Like a number of other RNAi Therapeutics companies, it has been the ambition of RXi to compete across the platform rather than focusing on key enabling technology development and a path towards the clinic. If GeRPs and the self-delivering rxRNAs were indeed so revolutionary, why not just work and capitalize on these similar to what Tekmira is doing in liposomal delivery? Formulating a coherent strategy may also mean that you have to source technology from all over the world, rather than depending on the medley of innovations coming out of UMass and Dharmacon. It may be the more outward-looking nature of mdRNA which enabled it to rapidly move past RXi with much less to start with. On the other hand, the close relationship of RXi with UMass and the State of Massachussetts carries with it significant benefits for its financial position which with ~$10M in cash otherwise would look quite dire. With this cushion, it should be possible for the new CEO to build a company with real clinical relevance partnering appeal.

2 comments:

Anonymous said...

Speaking of new CEOs, it is also noteworthy that Rosetta Genomics appointed a new CEO last week.
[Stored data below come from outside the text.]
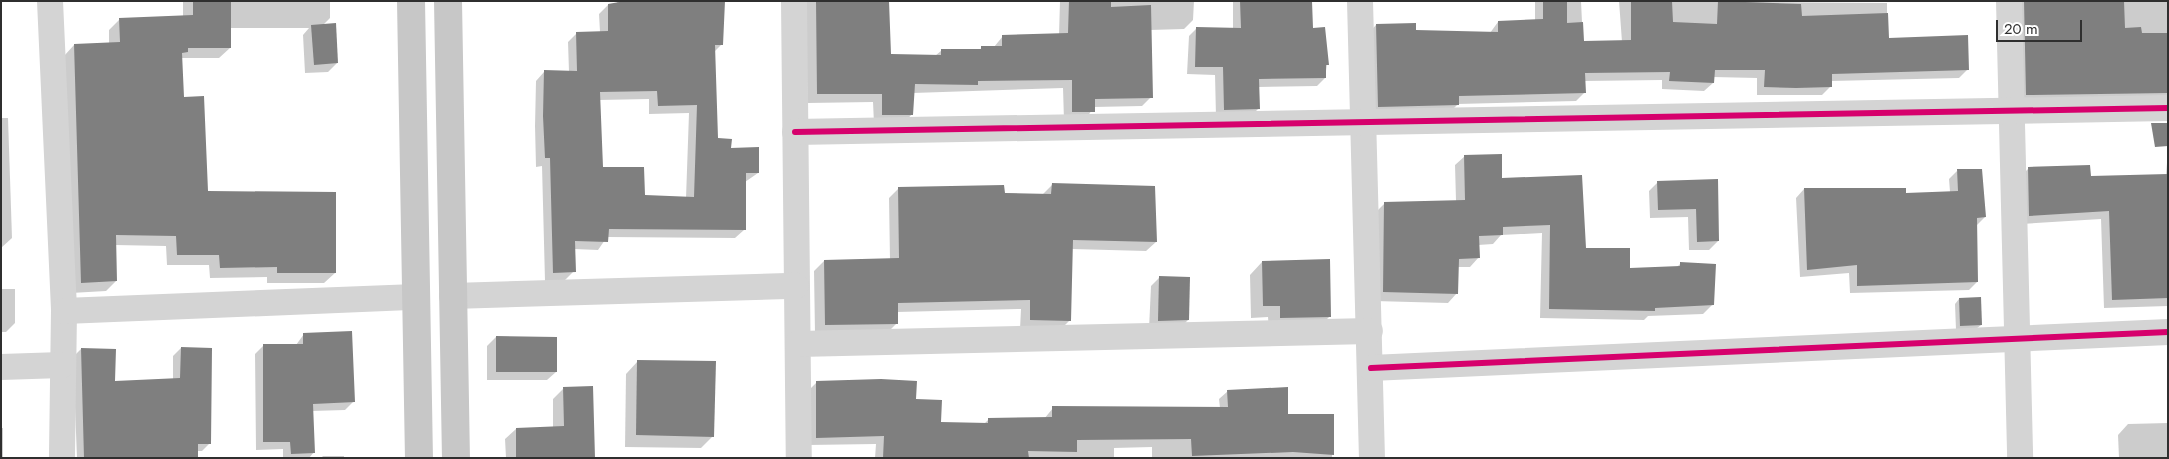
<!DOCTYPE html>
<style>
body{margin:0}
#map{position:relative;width:2169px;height:459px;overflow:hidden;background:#fff;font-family:Jost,sans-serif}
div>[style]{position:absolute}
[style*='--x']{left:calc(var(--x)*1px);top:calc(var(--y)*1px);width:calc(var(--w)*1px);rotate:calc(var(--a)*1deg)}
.shadow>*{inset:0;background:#0003}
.building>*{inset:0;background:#7f7f7f}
.street>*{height:26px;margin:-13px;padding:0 13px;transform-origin:13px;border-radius:13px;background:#d4d4d4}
.primary>*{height:28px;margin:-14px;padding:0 14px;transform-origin:14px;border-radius:14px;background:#c7c7c7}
.cycleway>*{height:6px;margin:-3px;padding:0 3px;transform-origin:3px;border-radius:3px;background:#d6006c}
span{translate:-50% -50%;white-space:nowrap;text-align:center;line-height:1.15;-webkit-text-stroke:5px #fff;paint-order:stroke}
.frame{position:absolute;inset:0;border:2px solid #2f2f2f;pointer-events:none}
.scale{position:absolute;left:1996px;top:20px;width:86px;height:22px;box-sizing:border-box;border:2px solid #2f2f2f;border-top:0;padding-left:6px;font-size:15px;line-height:18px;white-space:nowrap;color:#2f2f2f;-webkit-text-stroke:4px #fff;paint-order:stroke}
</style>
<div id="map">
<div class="shadow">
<i style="clip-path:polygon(183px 1px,330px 1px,330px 18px,323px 25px,337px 63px,328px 72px,305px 73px,303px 35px,309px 28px,230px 28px,230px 48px,219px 58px,181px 58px,183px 99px,207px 192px,335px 273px,324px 283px,267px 283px,267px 277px,210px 278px,209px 265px,167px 265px,166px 246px,115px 245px,116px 281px,106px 291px,71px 293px,64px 56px,74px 45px,109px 44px,109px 30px,119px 20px,183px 17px)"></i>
<i style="clip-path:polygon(evenodd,617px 1px,723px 1px,721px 45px,714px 52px,716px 139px,758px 173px,745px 182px,744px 230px,735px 238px,607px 237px,598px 250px,574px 249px,574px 271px,565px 280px,545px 281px,542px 166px,536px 167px,535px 126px,536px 81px,544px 72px,569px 72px,568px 42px,577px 33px,600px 32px,599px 14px,608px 5px,617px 4px,617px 1px,649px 99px,649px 114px,689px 113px,686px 198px,643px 196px,602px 168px,599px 100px,649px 99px)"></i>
<i style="clip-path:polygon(803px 1px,888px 1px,890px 56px,935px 56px,942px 50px,979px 51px,982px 47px,994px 47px,1003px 36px,1059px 35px,1060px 1px,1194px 1px,1193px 20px,1184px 29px,1150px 30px,1151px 97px,1142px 106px,1094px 107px,1085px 120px,1064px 121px,1063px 88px,913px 93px,912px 114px,903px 124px,874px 124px,873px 102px,808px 103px)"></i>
<i style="clip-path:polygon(1233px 1px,1311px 1px,1312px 29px,1327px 64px,1325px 78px,1317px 86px,1258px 87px,1259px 108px,1250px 117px,1216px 117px,1215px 75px,1187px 74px,1189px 36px,1197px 28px,1233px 29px)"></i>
<i style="clip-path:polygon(1535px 1px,1581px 1px,1583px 43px,1622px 42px,1619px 1px,1887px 3px,1887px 39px,1967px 70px,1959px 78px,1831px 81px,1830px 87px,1822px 95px,1757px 95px,1757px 78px,1713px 77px,1713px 83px,1704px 91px,1662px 89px,1662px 80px,1584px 81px,1585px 92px,1576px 101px,1458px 104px,1449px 113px,1370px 115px,1368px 34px,1376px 25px,1415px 32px,1490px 33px,1498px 22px,1535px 21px)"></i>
<i style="clip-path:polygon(2015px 1px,2168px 1px,2168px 107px,2017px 105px)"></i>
<i style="clip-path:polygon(1px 118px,8px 118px,12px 238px,1px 248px)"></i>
<i style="clip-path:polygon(2168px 150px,2168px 306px,2104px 308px,2101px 219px,2021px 224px,2020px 177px,2029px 168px,2090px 177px,2166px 175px)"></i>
<i style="clip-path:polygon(1465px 156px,1501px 180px,1585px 249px,1629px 269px,1676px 268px,1681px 263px,1713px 304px,1703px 314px,1648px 316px,1644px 320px,1540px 318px,1542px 233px,1501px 235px,1493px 244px,1478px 245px,1479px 257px,1470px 267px,1458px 267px,1457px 293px,1448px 303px,1374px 301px,1376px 212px,1385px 203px,1456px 201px,1455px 165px)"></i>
<i style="clip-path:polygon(1957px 171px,1985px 217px,1977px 225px,1977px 282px,1969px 290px,1850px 293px,1849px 273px,1800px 277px,1796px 198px,1804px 189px,1905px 194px,1950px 192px,1949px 179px)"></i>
<i style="clip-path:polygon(1716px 180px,1718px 241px,1709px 250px,1689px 250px,1688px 217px,1650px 218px,1649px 191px,1658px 182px)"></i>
<i style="clip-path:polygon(1053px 184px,1156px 242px,1146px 251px,1072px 249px,1070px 320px,1060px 330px,1020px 329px,1021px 309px,897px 312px,897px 323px,887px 333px,815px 334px,814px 271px,824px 261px,890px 260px,889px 198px,899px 188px,1042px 195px)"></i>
<i style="clip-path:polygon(1262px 262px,1330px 316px,1317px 329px,1269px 330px,1268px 317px,1251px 318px,1250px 275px)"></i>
<i style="clip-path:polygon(1160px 277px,1188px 320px,1179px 329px,1149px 329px,1151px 286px)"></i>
<i style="clip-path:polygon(1px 289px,15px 289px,15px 323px,6px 332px,1px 332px)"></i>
<i style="clip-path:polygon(1959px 299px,1981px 325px,1976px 329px,1956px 330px,1955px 304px)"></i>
<i style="clip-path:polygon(304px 334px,353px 402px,345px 410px,312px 411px,314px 452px,309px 458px,283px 458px,283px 449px,256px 450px,255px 354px,263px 346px,296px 345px)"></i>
<i style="clip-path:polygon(496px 337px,556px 372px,547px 380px,487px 380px,487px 346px)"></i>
<i style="clip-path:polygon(181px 348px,210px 443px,202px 451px,197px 451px,195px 458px,77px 458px,73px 357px,81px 349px,114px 382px,173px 379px,173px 356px)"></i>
<i style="clip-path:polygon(638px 361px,713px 436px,701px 448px,625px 447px,626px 374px)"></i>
<i style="clip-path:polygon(817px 382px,915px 400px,939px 423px,984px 424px,989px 419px,1044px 419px,1053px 408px,1220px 408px,1219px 399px,1228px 391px,1287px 415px,1333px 415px,1332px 458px,1152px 458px,1152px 447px,1114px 448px,1114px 458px,875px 458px,876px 444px,808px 445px,808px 391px)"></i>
<i style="clip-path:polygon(563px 389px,594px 458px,506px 458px,505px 439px,516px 429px,553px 428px,553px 399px)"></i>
<i style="clip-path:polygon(2168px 423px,2168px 458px,2119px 458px,2118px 435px,2128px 424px)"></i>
<i style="clip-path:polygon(1px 428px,3px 428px,3px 458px,1px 458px)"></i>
<i style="clip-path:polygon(323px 456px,344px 456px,344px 458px,321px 458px)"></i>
</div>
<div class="building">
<i style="clip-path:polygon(193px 1px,231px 1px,231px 48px,188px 48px,188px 52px,182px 53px,184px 97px,204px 96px,208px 191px,336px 192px,336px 273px,277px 273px,277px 267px,220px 268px,219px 255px,177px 255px,176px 236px,116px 235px,117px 281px,81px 283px,74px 44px,120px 42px,119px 18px,193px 15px)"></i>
<i style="clip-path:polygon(evenodd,625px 1px,725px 1px,723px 45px,715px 45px,718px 138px,732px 139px,731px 148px,759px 147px,759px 173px,746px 173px,746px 230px,609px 229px,608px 242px,575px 241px,576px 272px,553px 273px,550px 158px,545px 158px,543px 116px,544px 70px,577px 71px,576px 32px,608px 31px,608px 4px,625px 1px,657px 91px,658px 106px,697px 105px,694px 197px,645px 195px,644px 167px,603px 167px,600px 92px,657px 91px)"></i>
<i style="clip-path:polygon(816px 1px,889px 1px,891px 54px,941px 55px,941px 49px,981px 49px,981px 46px,1002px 46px,1002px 35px,1068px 33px,1069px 1px,1111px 1px,1111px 7px,1151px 5px,1153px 98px,1095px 99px,1095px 112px,1072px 112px,1072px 80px,978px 81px,978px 85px,915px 84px,913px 115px,882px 115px,882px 94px,817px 94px)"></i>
<i style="clip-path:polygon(1240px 1px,1312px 1px,1313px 28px,1325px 27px,1329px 65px,1326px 65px,1326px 78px,1259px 79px,1260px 109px,1224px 110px,1223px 67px,1195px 67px,1196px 27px,1241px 28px)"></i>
<i style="clip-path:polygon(1543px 1px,1567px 1px,1567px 23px,1583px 22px,1584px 41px,1631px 40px,1631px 1px,1672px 1px,1673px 22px,1717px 24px,1718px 1px,1801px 4px,1802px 16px,1888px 13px,1889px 38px,1968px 35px,1969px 70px,1832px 74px,1832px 87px,1796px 88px,1764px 87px,1765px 70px,1715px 70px,1714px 83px,1669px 81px,1670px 72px,1585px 73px,1586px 93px,1459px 96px,1459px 105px,1378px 107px,1376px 24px,1416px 23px,1416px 30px,1498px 32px,1498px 21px,1543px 19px)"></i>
<i style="clip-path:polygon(2024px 1px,2124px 1px,2125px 28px,2141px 27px,2142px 33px,2168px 33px,2168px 93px,2026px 95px)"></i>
<i style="clip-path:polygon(336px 23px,338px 63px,314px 65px,311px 25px)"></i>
<i style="clip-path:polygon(2151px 123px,2168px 123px,2168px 146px,2155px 147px)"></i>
<i style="clip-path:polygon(1502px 154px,1502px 178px,1582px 175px,1586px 248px,1630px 248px,1630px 268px,1680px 266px,1680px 262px,1716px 264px,1714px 305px,1655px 308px,1655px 311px,1549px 309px,1550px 225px,1503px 227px,1503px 235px,1479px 236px,1480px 258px,1459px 259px,1458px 294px,1383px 292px,1384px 202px,1465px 200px,1464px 155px)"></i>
<i style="clip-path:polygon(2090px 165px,2091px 176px,2168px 174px,2168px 298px,2112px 300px,2109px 211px,2029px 216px,2028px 167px)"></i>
<i style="clip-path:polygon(1957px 169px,1982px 169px,1986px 217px,1977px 218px,1978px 282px,1857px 286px,1857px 265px,1807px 270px,1804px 188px,1906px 188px,1906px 193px,1958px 191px)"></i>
<i style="clip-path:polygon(1718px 179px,1719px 241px,1697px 242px,1696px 209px,1658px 210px,1657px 181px)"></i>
<i style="clip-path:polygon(1052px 183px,1155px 186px,1157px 242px,1073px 240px,1071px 321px,1030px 320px,1030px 300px,898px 303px,898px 324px,825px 325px,824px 260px,899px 258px,898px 187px,1004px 185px,1005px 193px,1051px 194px)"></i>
<i style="clip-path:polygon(1330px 259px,1331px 317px,1280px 318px,1280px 306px,1263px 306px,1262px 261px)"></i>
<i style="clip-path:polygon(1159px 276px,1190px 277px,1189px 320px,1158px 321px)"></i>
<i style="clip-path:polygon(1981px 297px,1982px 325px,1960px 326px,1959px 298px)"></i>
<i style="clip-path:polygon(352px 331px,355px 402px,313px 404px,315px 453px,291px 454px,290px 442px,263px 442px,263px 344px,303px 344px,303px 333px)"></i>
<i style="clip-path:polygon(496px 336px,557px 337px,557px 372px,496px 372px)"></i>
<i style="clip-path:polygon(181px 347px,212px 348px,211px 444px,198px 444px,198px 457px,84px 458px,81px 348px,116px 349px,115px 381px,180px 378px)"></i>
<i style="clip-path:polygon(637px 360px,716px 361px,714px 437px,636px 435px)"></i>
<i style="clip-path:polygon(881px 379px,917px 381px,916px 399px,942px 400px,941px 422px,988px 423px,988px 418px,1052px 417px,1052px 406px,1228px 407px,1227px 390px,1288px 387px,1288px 414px,1334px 414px,1334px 455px,1293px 452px,1192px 456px,1191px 439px,1077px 440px,1077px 452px,1028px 451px,1029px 458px,883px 458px,884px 436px,816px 438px,816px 381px)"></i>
<i style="clip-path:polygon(593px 386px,595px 458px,516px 458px,516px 428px,564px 426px,563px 387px)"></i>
</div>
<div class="street">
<i style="--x:50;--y:1;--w:310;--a:87.4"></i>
<i style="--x:64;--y:311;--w:147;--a:90.8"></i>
<i style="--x:794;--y:1;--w:457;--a:89.4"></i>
<i style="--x:1360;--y:1;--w:457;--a:88.5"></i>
<i style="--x:2009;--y:1;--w:457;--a:88.6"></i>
<i style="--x:795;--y:132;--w:1373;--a:-1"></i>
<i style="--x:452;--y:296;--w:344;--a:-1.7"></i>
<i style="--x:64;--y:311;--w:352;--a:-2.3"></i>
<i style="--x:798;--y:344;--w:572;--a:-1.3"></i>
<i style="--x:1;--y:367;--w:61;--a:-1.9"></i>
<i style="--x:1371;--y:368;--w:798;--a:-2.59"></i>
</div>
<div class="primary">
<i style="--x:411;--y:1;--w:457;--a:89"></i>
<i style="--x:448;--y:1;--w:457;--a:89"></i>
</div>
<div class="cycleway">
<i style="--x:795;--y:132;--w:1373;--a:-1"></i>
<i style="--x:1371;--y:368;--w:798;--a:-2.59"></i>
</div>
<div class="frame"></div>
<div class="scale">20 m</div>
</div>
Prior to being appointed CEO of Rosetta, Ken Berlin (45) served as worldwide General Manager at cellular and molecular cancer diagnostics developer Veridex, LLC, a Johnson & Johnson company.

This move has to be welcomed by Rosetta's shareholders, who often perceived the company's management (unlike its science) as somewhat inexperienced, as demosntrated, for example, by the unusually weak expectations management as regards the commercialization of Rosetta's 3 tissue based tests and the revenues therefrom.

Martin

Dirk Haussecker said...

Hi Martin- It almost seems natural that at different stages of a company you require different managements. I feel that this was also the case for Rosetta and that getting a person with more commercial experience in cancer Dx was the right move, although a year or two earlier would have made the transition smoother. I’m curious whether the new CEO will continue to place this heavy bet on the colorectal cancer screening Dx which with the recently disclosed difficulties appears to have become an even more risky strategy. I also have the impression that Rosetta has, at least publicly, neglected the opportunity to develop microRNAs as companion Dx. Maybe Mr Berlin will find a partner for that in somebody like Roche/Genentech.